■ Problem:
Please output the records below word for word and omit the pictures.

■ Information provided:

--------

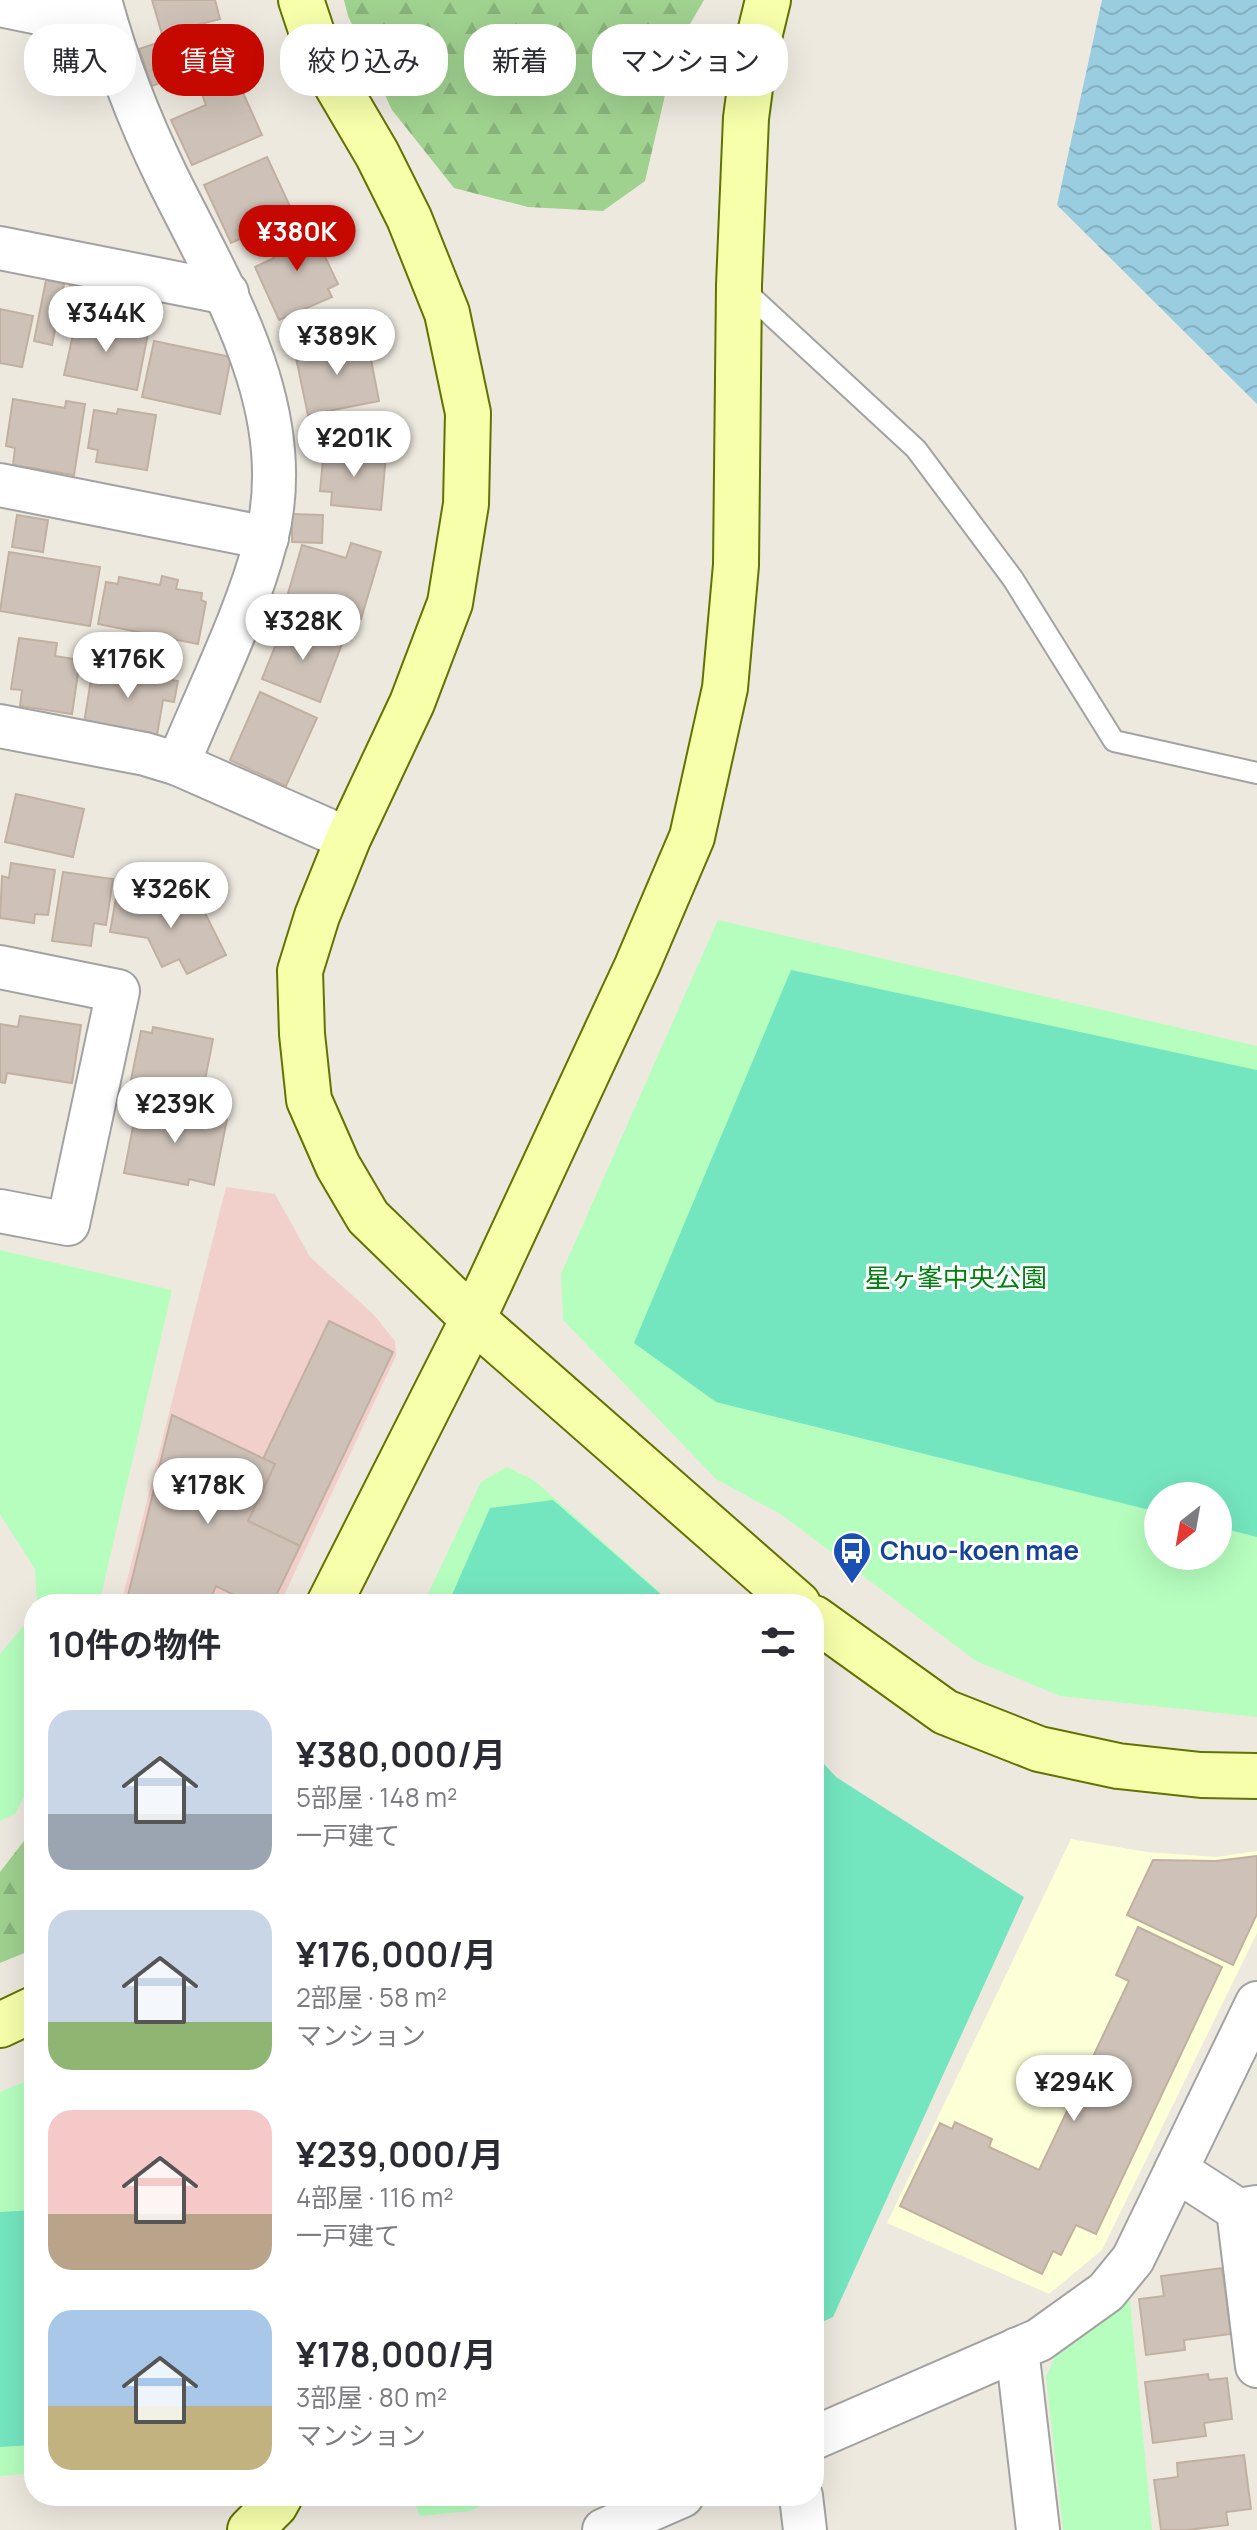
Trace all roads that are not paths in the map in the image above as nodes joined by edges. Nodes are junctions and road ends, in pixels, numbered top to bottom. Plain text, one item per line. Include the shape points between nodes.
1 (301, 0) edge
2 (768, 0) edge
3 (0, 5) edge
4 (104, 13) edge
5 (0, 248) edge
6 (739, 285) junction
7 (227, 293) junction
8 (0, 485) edge
9 (267, 538) junction
10 (0, 726) edge
11 (178, 764) junction
12 (1257, 773) edge
13 (348, 839) junction
14 (0, 967) edge
15 (0, 1211) edge
16 (473, 1319) junction
17 (334, 1594) edge
18 (787, 1594) edge
19 (824, 1625) edge
20 (1257, 1776) edge
21 (1257, 2003) edge
22 (24, 2014) edge
23 (0, 2025) edge
24 (1176, 2170) junction
25 (1248, 2208) edge
26 (1017, 2349) junction
27 (1257, 2366) edge
28 (824, 2434) edge
29 (274, 2506) edge
30 (659, 2506) edge
31 (802, 2506) edge
32 (250, 2530) edge
33 (604, 2530) edge
34 (805, 2530) edge
35 (1038, 2530) edge

1 - 13 street via 320,57 377,154 420,245 447,313 468,413 466,504 450,603 412,703
2 - 6 street via 746,118
3 - 4 street
4 - 7 street via 132,97
5 - 7 street
6 - 12 lane via 916,449 1013,579 1114,741
6 - 16 street via 736,565 725,688 692,837
7 - 9 street via 268,414 274,479
8 - 9 street
9 - 11 street via 249,595
10 - 11 street
11 - 13 street
13 - 16 street via 300,971 309,1100 368,1217
14 - 15 street via 118,991 68,1224
16 - 17 street
16 - 18 street
19 - 20 street via 945,1712 1039,1749 1118,1766
21 - 24 street
22 - 23 street
24 - 25 street
24 - 26 street via 1133,2259 1106,2292 1039,2340
25 - 27 street
26 - 28 street
26 - 35 street
29 - 32 street
30 - 33 street
31 - 34 street

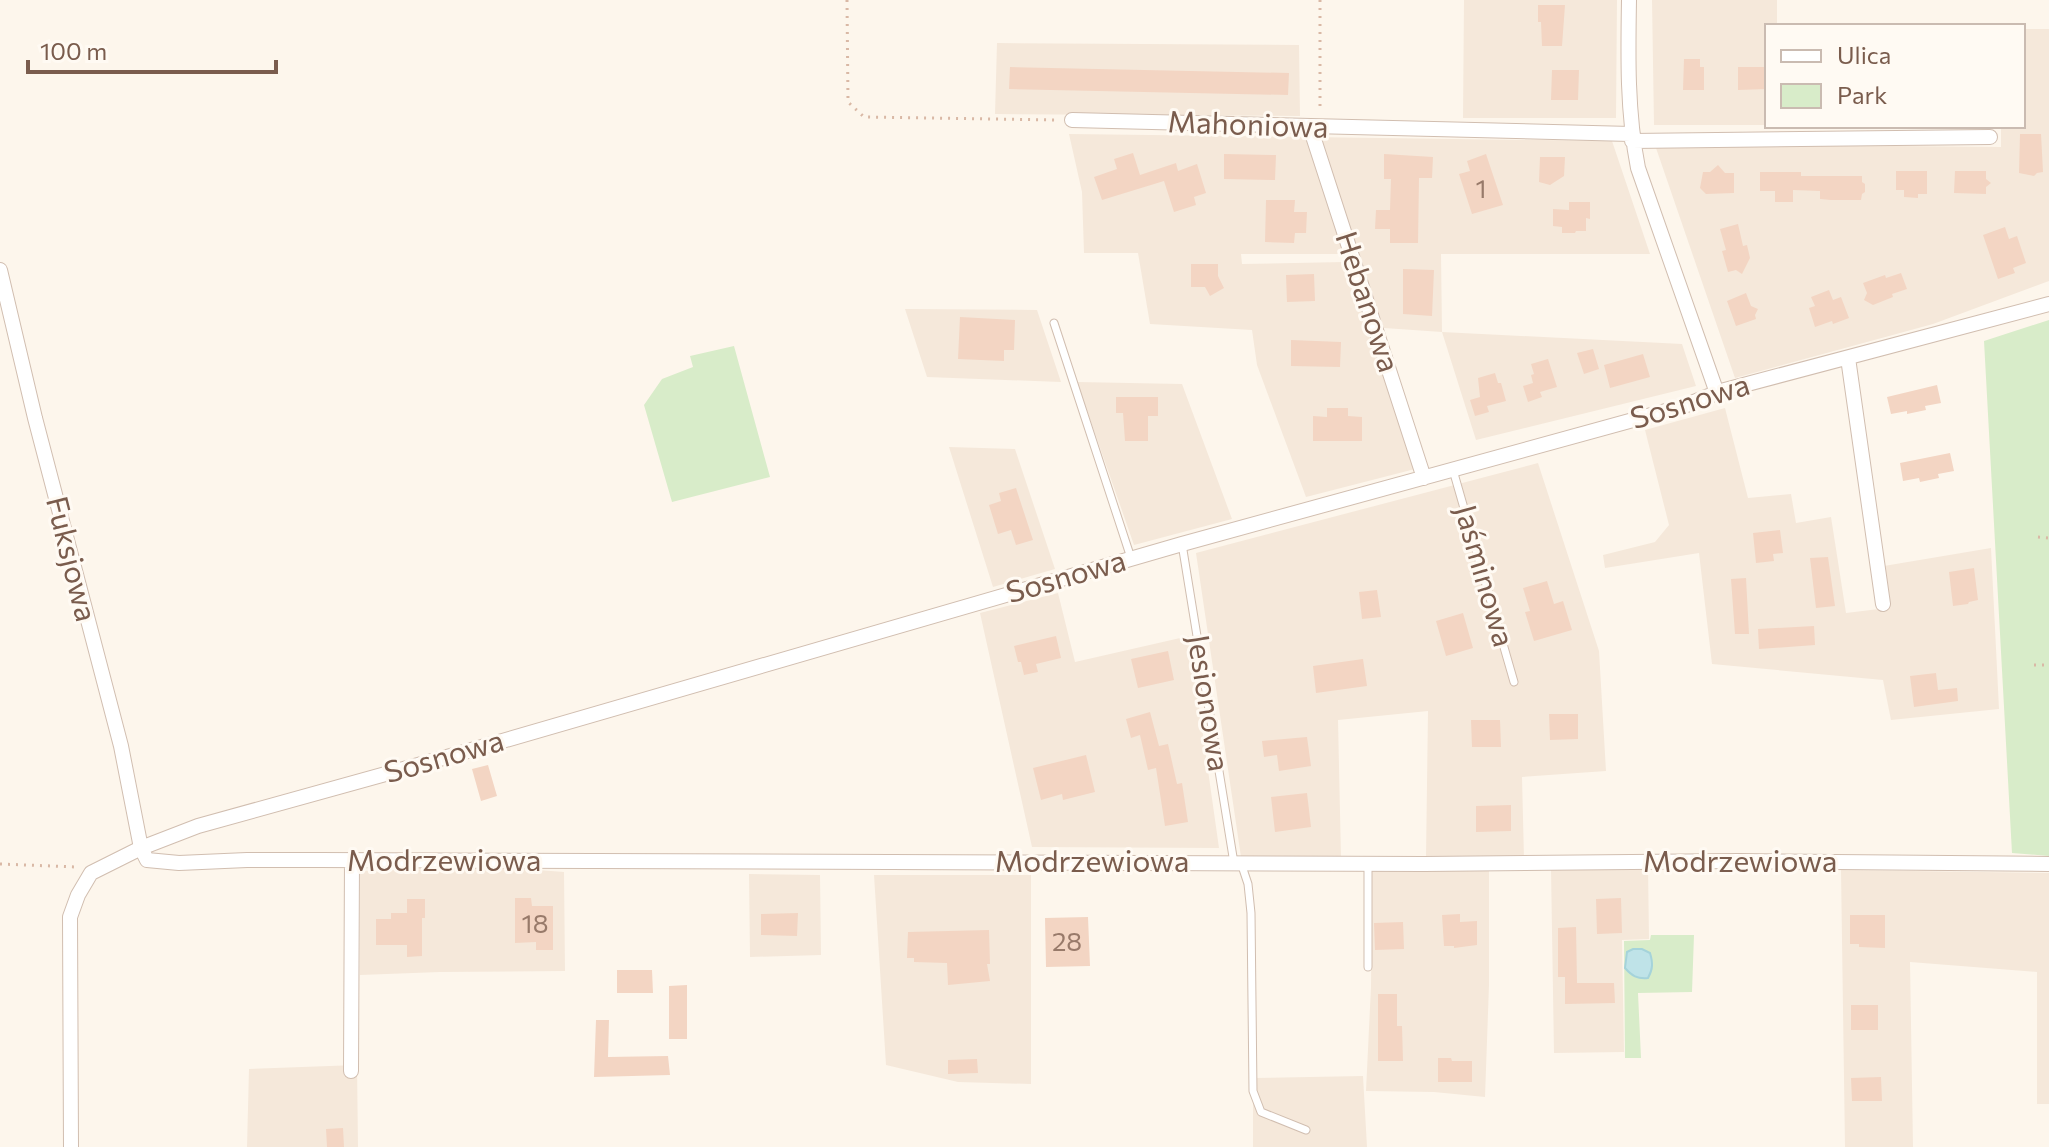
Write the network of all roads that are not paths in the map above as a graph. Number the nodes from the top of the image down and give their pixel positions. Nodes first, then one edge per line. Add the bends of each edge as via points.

--------

■ Solution to the problem:
Trace all roads that are not paths in the map in the image above as nodes joined by edges. Nodes are junctions and road ends, in pixels, numbered top to bottom. Plain text, one item per line. Include the shape points between nodes.
1 (301, 0) edge
2 (768, 0) edge
3 (0, 5) edge
4 (104, 13) edge
5 (0, 248) edge
6 (739, 285) junction
7 (227, 293) junction
8 (0, 485) edge
9 (267, 538) junction
10 (0, 726) edge
11 (178, 764) junction
12 (1257, 773) edge
13 (348, 839) junction
14 (0, 967) edge
15 (0, 1211) edge
16 (473, 1319) junction
17 (334, 1594) edge
18 (787, 1594) edge
19 (824, 1625) edge
20 (1257, 1776) edge
21 (1257, 2003) edge
22 (24, 2014) edge
23 (0, 2025) edge
24 (1176, 2170) junction
25 (1248, 2208) edge
26 (1017, 2349) junction
27 (1257, 2366) edge
28 (824, 2434) edge
29 (274, 2506) edge
30 (659, 2506) edge
31 (802, 2506) edge
32 (250, 2530) edge
33 (604, 2530) edge
34 (805, 2530) edge
35 (1038, 2530) edge

1 - 13 street via 320,57 377,154 420,245 447,313 468,413 466,504 450,603 412,703
2 - 6 street via 746,118
3 - 4 street
4 - 7 street via 132,97
5 - 7 street
6 - 12 lane via 916,449 1013,579 1114,741
6 - 16 street via 736,565 725,688 692,837
7 - 9 street via 268,414 274,479
8 - 9 street
9 - 11 street via 249,595
10 - 11 street
11 - 13 street
13 - 16 street via 300,971 309,1100 368,1217
14 - 15 street via 118,991 68,1224
16 - 17 street
16 - 18 street
19 - 20 street via 945,1712 1039,1749 1118,1766
21 - 24 street
22 - 23 street
24 - 25 street
24 - 26 street via 1133,2259 1106,2292 1039,2340
25 - 27 street
26 - 28 street
26 - 35 street
29 - 32 street
30 - 33 street
31 - 34 street

Write the network of all roads that are not paths in the map above as a graph. Number the nodes from the top of the image down and give their pixel positions. Nodes first, then one edge per line. Add the bends of each edge as via points.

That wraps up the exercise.